For the listing below, output exactly the lines from the line with "thumb ip: (367, 204)" up to and including the line with "ring pip: (297, 180)", and no other lines.

━━ The input ━━

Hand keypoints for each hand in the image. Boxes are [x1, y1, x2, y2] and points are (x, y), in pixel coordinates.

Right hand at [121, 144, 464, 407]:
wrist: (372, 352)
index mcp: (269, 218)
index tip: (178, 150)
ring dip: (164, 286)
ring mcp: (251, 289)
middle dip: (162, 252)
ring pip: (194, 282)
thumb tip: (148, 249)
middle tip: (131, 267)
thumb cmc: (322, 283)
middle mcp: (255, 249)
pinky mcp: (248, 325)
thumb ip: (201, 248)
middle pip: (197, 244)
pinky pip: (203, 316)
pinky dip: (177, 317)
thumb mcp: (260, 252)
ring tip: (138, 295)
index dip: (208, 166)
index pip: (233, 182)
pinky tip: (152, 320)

━━━
━━ The input ━━

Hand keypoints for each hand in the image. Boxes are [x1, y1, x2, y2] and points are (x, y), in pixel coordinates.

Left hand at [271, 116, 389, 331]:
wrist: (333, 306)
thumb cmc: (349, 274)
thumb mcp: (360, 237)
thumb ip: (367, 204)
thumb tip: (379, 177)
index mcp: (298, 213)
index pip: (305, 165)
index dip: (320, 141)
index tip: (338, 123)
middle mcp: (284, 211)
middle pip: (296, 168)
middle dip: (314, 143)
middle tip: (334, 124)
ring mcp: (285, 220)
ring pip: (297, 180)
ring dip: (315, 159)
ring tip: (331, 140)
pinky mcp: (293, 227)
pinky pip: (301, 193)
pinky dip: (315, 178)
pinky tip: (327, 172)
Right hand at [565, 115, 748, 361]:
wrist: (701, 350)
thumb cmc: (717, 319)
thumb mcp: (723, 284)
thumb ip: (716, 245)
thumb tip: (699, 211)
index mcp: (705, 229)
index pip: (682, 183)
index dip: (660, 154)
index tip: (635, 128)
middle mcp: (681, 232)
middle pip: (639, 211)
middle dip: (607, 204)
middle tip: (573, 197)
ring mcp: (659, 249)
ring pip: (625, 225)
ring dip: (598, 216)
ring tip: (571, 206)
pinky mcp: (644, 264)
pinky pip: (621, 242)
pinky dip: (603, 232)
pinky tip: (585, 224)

━━━
━━ The input ━━

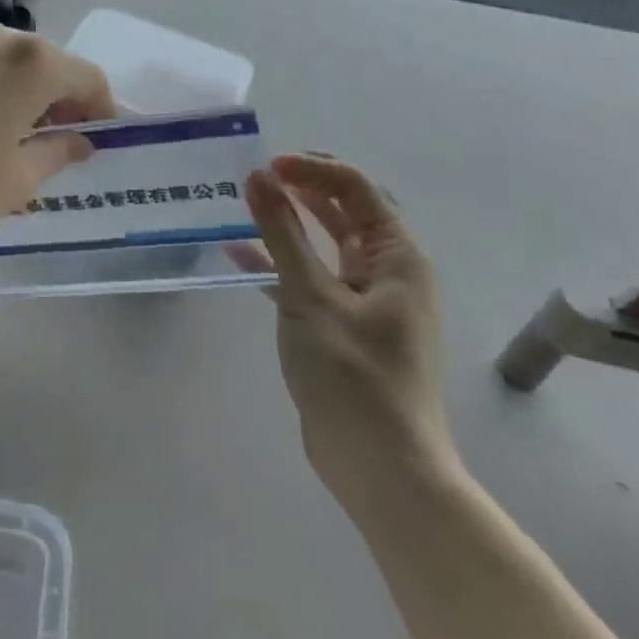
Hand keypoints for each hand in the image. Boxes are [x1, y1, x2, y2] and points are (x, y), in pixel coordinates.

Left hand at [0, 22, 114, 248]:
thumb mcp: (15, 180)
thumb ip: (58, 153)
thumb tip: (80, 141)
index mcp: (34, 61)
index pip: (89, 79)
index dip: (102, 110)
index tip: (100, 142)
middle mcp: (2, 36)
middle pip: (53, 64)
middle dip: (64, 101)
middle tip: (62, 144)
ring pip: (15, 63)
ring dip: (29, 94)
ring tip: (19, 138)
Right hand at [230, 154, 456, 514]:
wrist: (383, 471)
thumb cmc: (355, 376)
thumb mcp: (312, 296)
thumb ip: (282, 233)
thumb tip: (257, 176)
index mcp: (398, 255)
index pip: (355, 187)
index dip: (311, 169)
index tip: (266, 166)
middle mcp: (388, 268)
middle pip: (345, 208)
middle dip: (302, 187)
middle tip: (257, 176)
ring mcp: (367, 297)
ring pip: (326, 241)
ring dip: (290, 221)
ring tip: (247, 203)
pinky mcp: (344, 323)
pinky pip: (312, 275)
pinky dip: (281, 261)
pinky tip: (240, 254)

━━━

#### [Expected answer]
thumb ip: (367, 204)
thumb tip: (379, 177)
index mcp: (298, 213)
index pip: (305, 165)
index dip: (320, 141)
index tip: (338, 123)
middle mcp: (284, 211)
middle pip: (296, 168)
middle dip: (314, 143)
middle tip: (334, 124)
ring mcp: (285, 220)
ring pip: (297, 180)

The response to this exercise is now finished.